-- Records for processing follows --

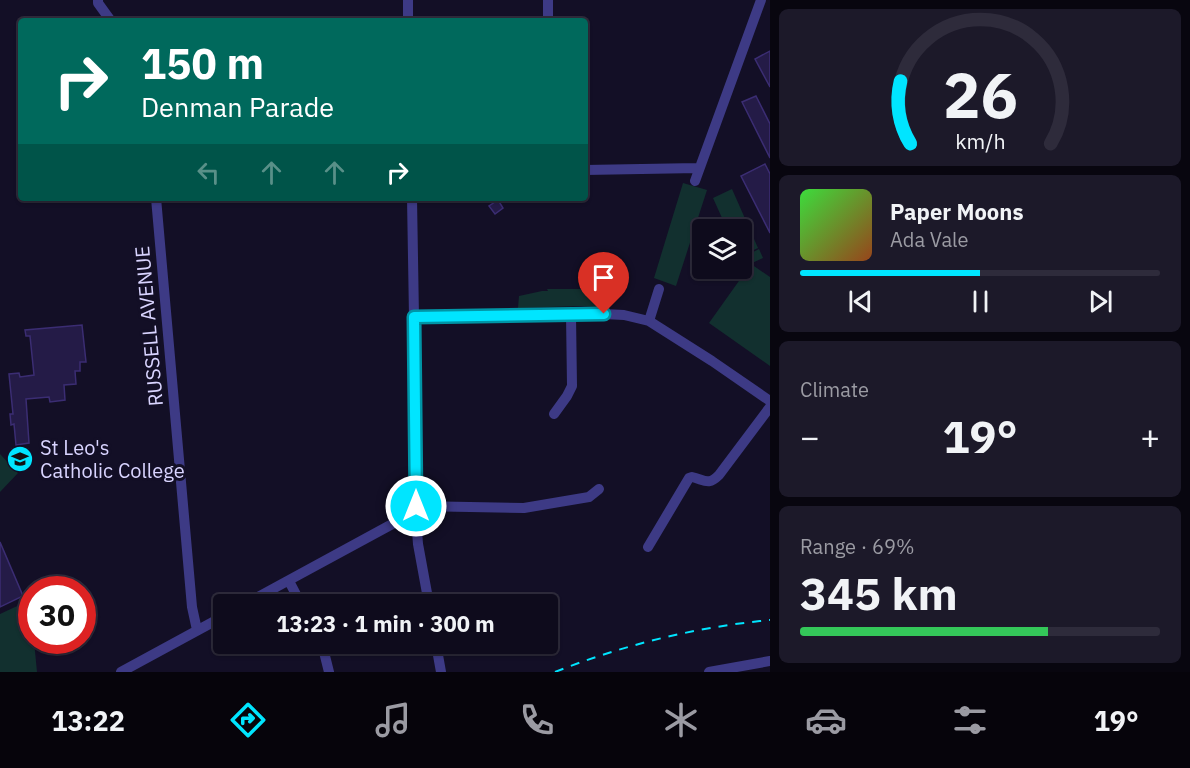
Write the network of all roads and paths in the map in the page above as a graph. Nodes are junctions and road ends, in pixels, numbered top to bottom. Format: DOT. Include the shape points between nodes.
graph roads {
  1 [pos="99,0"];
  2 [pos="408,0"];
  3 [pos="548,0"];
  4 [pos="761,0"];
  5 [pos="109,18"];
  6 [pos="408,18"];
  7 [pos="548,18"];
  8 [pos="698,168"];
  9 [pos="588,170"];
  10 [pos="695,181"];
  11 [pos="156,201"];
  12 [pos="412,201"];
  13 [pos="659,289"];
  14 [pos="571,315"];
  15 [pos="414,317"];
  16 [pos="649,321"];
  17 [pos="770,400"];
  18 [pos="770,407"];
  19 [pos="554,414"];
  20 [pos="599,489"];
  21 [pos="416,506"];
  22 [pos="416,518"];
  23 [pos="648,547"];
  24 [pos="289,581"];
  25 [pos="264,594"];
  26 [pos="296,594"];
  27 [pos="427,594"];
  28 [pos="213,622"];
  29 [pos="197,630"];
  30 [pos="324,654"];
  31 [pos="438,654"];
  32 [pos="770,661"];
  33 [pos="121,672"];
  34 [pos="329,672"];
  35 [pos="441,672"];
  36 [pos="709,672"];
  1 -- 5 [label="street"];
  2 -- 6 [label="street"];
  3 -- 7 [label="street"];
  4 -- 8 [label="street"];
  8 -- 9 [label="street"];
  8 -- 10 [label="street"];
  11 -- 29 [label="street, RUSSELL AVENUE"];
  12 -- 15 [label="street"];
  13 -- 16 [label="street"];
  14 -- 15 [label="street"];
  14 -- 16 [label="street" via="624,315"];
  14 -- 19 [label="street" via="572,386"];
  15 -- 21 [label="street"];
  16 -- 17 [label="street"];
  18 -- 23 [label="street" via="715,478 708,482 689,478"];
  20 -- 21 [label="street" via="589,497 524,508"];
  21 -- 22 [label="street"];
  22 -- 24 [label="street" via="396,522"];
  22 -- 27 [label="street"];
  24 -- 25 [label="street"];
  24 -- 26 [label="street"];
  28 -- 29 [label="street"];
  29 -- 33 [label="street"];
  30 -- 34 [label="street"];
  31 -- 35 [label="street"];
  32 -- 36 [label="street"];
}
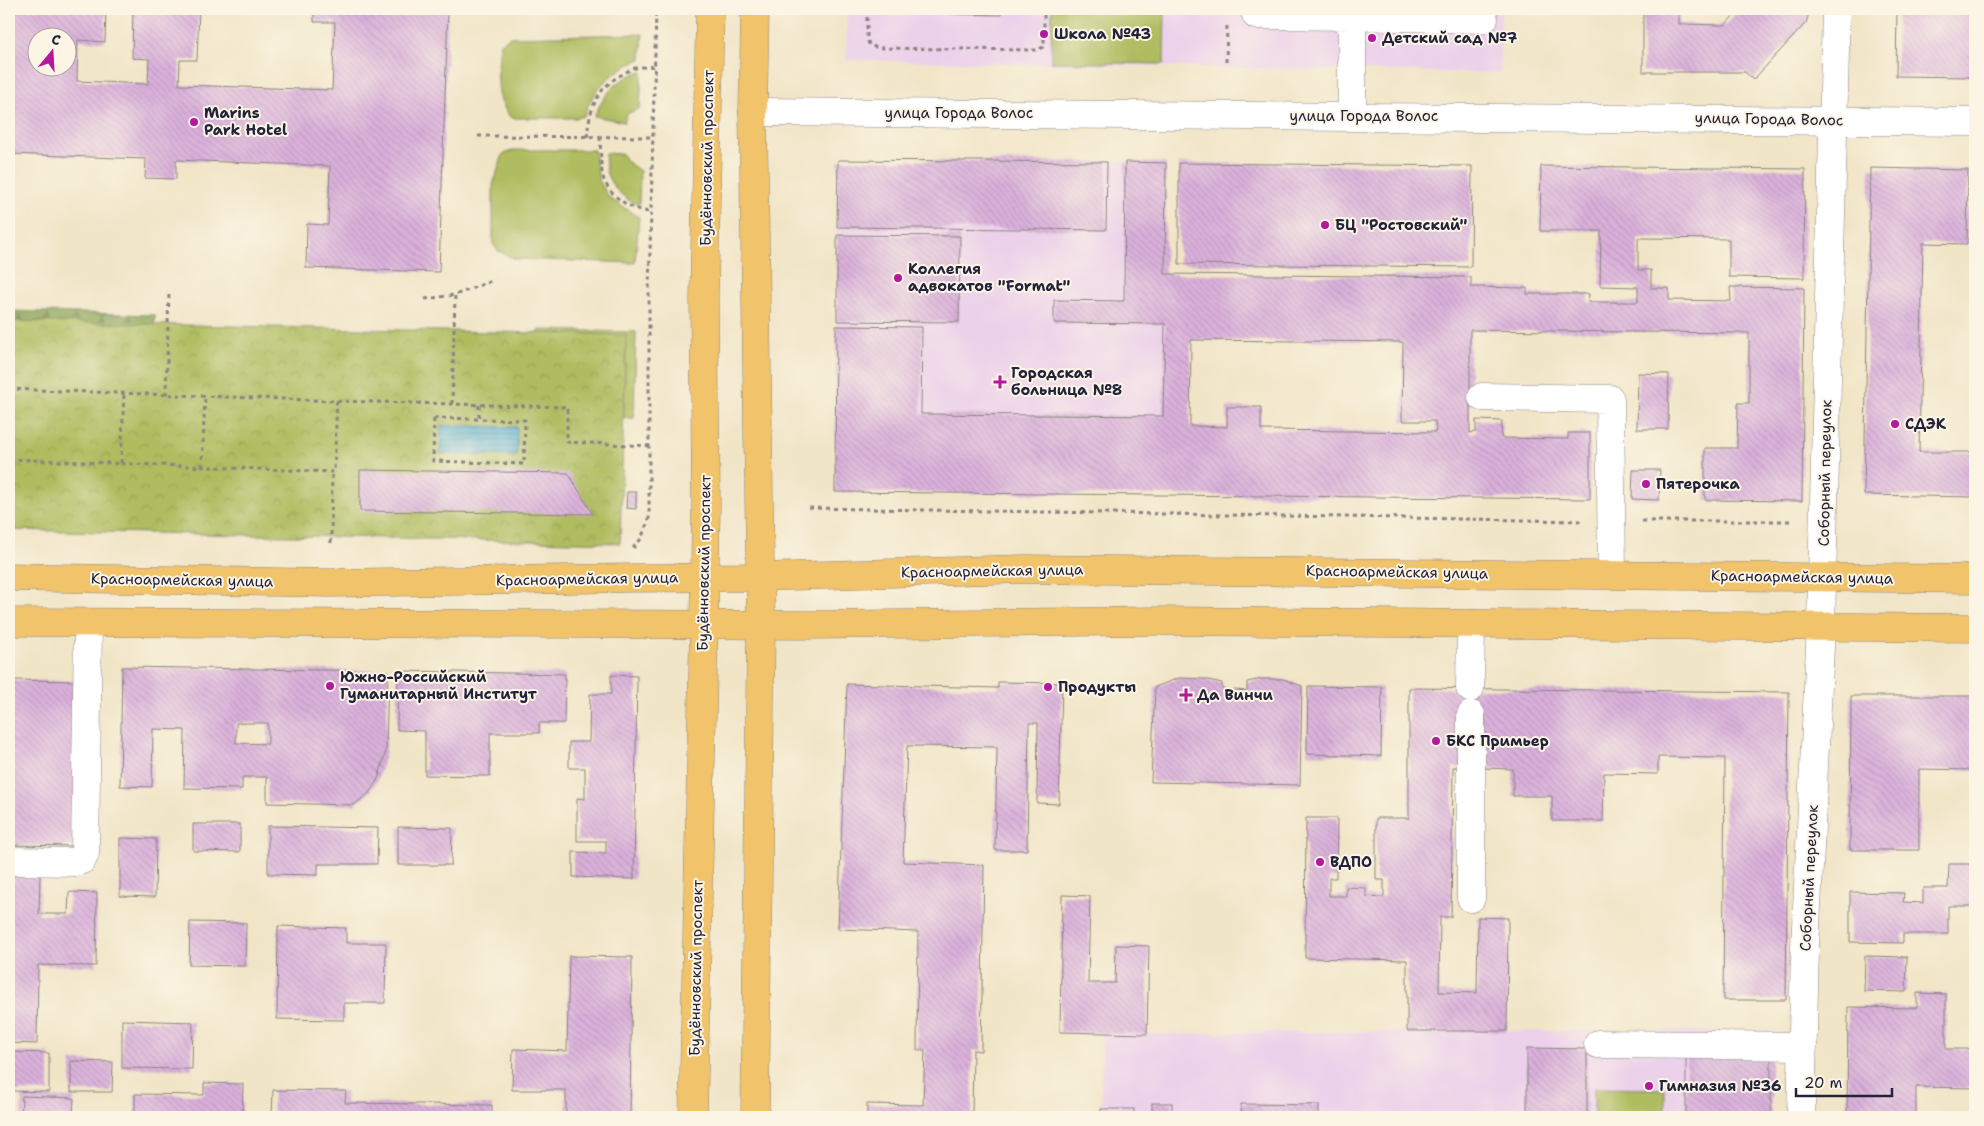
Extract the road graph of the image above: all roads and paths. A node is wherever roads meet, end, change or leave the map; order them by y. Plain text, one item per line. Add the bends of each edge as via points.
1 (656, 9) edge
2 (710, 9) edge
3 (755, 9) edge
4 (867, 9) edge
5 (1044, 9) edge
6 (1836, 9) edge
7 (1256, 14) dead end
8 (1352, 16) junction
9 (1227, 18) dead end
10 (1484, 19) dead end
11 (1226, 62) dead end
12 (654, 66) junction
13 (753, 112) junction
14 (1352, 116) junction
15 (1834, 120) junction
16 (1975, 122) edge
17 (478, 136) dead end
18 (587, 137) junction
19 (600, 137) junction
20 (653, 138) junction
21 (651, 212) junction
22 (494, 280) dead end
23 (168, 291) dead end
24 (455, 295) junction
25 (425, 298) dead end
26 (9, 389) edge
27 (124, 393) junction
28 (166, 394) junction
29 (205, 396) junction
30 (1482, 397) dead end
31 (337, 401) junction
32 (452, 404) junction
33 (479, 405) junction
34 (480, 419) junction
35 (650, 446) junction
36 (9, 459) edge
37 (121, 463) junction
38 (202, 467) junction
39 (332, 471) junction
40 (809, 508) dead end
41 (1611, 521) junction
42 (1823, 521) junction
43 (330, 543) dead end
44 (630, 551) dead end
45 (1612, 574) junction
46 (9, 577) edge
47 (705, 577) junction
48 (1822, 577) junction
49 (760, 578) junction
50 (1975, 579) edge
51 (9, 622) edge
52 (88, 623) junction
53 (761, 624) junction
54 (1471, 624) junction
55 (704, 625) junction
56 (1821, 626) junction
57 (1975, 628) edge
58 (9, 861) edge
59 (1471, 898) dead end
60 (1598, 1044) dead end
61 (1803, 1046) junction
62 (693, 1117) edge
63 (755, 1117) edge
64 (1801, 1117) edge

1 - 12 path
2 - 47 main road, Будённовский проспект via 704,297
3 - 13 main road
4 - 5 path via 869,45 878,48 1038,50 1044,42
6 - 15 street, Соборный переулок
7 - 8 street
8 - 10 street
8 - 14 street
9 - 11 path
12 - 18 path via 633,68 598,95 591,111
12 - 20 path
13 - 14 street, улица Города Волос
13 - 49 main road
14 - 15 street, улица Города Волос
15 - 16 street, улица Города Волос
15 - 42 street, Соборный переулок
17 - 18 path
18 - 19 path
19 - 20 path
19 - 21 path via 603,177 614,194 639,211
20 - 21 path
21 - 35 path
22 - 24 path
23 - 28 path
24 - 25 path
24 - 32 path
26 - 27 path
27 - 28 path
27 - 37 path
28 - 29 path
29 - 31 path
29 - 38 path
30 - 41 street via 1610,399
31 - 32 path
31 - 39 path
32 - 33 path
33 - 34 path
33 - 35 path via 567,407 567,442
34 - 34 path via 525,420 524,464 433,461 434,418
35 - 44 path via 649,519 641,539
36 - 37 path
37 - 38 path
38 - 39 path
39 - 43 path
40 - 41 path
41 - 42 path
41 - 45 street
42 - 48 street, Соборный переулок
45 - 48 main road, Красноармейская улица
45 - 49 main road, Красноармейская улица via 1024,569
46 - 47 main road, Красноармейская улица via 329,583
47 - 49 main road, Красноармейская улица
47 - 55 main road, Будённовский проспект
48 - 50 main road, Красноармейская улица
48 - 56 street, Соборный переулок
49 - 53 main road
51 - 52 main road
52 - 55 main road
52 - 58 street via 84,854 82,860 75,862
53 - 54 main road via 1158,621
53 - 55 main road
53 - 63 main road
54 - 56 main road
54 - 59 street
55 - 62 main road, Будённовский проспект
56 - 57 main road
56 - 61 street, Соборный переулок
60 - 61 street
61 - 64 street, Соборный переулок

-- Records for processing concluded --

> About this task:
What is needed is an exact copy of the data, with the pictures removed.

> Response to the exercise:
Write the network of all roads and paths in the map in the page above as a graph. Nodes are junctions and road ends, in pixels, numbered top to bottom. Format: DOT. Include the shape points between nodes.
graph roads {
  1 [pos="99,0"];
  2 [pos="408,0"];
  3 [pos="548,0"];
  4 [pos="761,0"];
  5 [pos="109,18"];
  6 [pos="408,18"];
  7 [pos="548,18"];
  8 [pos="698,168"];
  9 [pos="588,170"];
  10 [pos="695,181"];
  11 [pos="156,201"];
  12 [pos="412,201"];
  13 [pos="659,289"];
  14 [pos="571,315"];
  15 [pos="414,317"];
  16 [pos="649,321"];
  17 [pos="770,400"];
  18 [pos="770,407"];
  19 [pos="554,414"];
  20 [pos="599,489"];
  21 [pos="416,506"];
  22 [pos="416,518"];
  23 [pos="648,547"];
  24 [pos="289,581"];
  25 [pos="264,594"];
  26 [pos="296,594"];
  27 [pos="427,594"];
  28 [pos="213,622"];
  29 [pos="197,630"];
  30 [pos="324,654"];
  31 [pos="438,654"];
  32 [pos="770,661"];
  33 [pos="121,672"];
  34 [pos="329,672"];
  35 [pos="441,672"];
  36 [pos="709,672"];
  1 -- 5 [label="street"];
  2 -- 6 [label="street"];
  3 -- 7 [label="street"];
  4 -- 8 [label="street"];
  8 -- 9 [label="street"];
  8 -- 10 [label="street"];
  11 -- 29 [label="street, RUSSELL AVENUE"];
  12 -- 15 [label="street"];
  13 -- 16 [label="street"];
  14 -- 15 [label="street"];
  14 -- 16 [label="street" via="624,315"];
  14 -- 19 [label="street" via="572,386"];
  15 -- 21 [label="street"];
  16 -- 17 [label="street"];
  18 -- 23 [label="street" via="715,478 708,482 689,478"];
  20 -- 21 [label="street" via="589,497 524,508"];
  21 -- 22 [label="street"];
  22 -- 24 [label="street" via="396,522"];
  22 -- 27 [label="street"];
  24 -- 25 [label="street"];
  24 -- 26 [label="street"];
  28 -- 29 [label="street"];
  29 -- 33 [label="street"];
  30 -- 34 [label="street"];
  31 -- 35 [label="street"];
  32 -- 36 [label="street"];
}
Extract the road graph of the image above: all roads and paths. A node is wherever roads meet, end, change or leave the map; order them by y. Plain text, one item per line. Add the bends of each edge as via points.
1 (656, 9) edge
2 (710, 9) edge
3 (755, 9) edge
4 (867, 9) edge
5 (1044, 9) edge
6 (1836, 9) edge
7 (1256, 14) dead end
8 (1352, 16) junction
9 (1227, 18) dead end
10 (1484, 19) dead end
11 (1226, 62) dead end
12 (654, 66) junction
13 (753, 112) junction
14 (1352, 116) junction
15 (1834, 120) junction
16 (1975, 122) edge
17 (478, 136) dead end
18 (587, 137) junction
19 (600, 137) junction
20 (653, 138) junction
21 (651, 212) junction
22 (494, 280) dead end
23 (168, 291) dead end
24 (455, 295) junction
25 (425, 298) dead end
26 (9, 389) edge
27 (124, 393) junction
28 (166, 394) junction
29 (205, 396) junction
30 (1482, 397) dead end
31 (337, 401) junction
32 (452, 404) junction
33 (479, 405) junction
34 (480, 419) junction
35 (650, 446) junction
36 (9, 459) edge
37 (121, 463) junction
38 (202, 467) junction
39 (332, 471) junction
40 (809, 508) dead end
41 (1611, 521) junction
42 (1823, 521) junction
43 (330, 543) dead end
44 (630, 551) dead end
45 (1612, 574) junction
46 (9, 577) edge
47 (705, 577) junction
48 (1822, 577) junction
49 (760, 578) junction
50 (1975, 579) edge
51 (9, 622) edge
52 (88, 623) junction
53 (761, 624) junction
54 (1471, 624) junction
55 (704, 625) junction
56 (1821, 626) junction
57 (1975, 628) edge
58 (9, 861) edge
59 (1471, 898) dead end
60 (1598, 1044) dead end
61 (1803, 1046) junction
62 (693, 1117) edge
63 (755, 1117) edge
64 (1801, 1117) edge

1 - 12 path
2 - 47 main road, Будённовский проспект via 704,297
3 - 13 main road
4 - 5 path via 869,45 878,48 1038,50 1044,42
6 - 15 street, Соборный переулок
7 - 8 street
8 - 10 street
8 - 14 street
9 - 11 path
12 - 18 path via 633,68 598,95 591,111
12 - 20 path
13 - 14 street, улица Города Волос
13 - 49 main road
14 - 15 street, улица Города Волос
15 - 16 street, улица Города Волос
15 - 42 street, Соборный переулок
17 - 18 path
18 - 19 path
19 - 20 path
19 - 21 path via 603,177 614,194 639,211
20 - 21 path
21 - 35 path
22 - 24 path
23 - 28 path
24 - 25 path
24 - 32 path
26 - 27 path
27 - 28 path
27 - 37 path
28 - 29 path
29 - 31 path
29 - 38 path
30 - 41 street via 1610,399
31 - 32 path
31 - 39 path
32 - 33 path
33 - 34 path
33 - 35 path via 567,407 567,442
34 - 34 path via 525,420 524,464 433,461 434,418
35 - 44 path via 649,519 641,539
36 - 37 path
37 - 38 path
38 - 39 path
39 - 43 path
40 - 41 path
41 - 42 path
41 - 45 street
42 - 48 street, Соборный переулок
45 - 48 main road, Красноармейская улица
45 - 49 main road, Красноармейская улица via 1024,569
46 - 47 main road, Красноармейская улица via 329,583
47 - 49 main road, Красноармейская улица
47 - 55 main road, Будённовский проспект
48 - 50 main road, Красноармейская улица
48 - 56 street, Соборный переулок
49 - 53 main road
51 - 52 main road
52 - 55 main road
52 - 58 street via 84,854 82,860 75,862
53 - 54 main road via 1158,621
53 - 55 main road
53 - 63 main road
54 - 56 main road
54 - 59 street
55 - 62 main road, Будённовский проспект
56 - 57 main road
56 - 61 street, Соборный переулок
60 - 61 street
61 - 64 street, Соборный переулок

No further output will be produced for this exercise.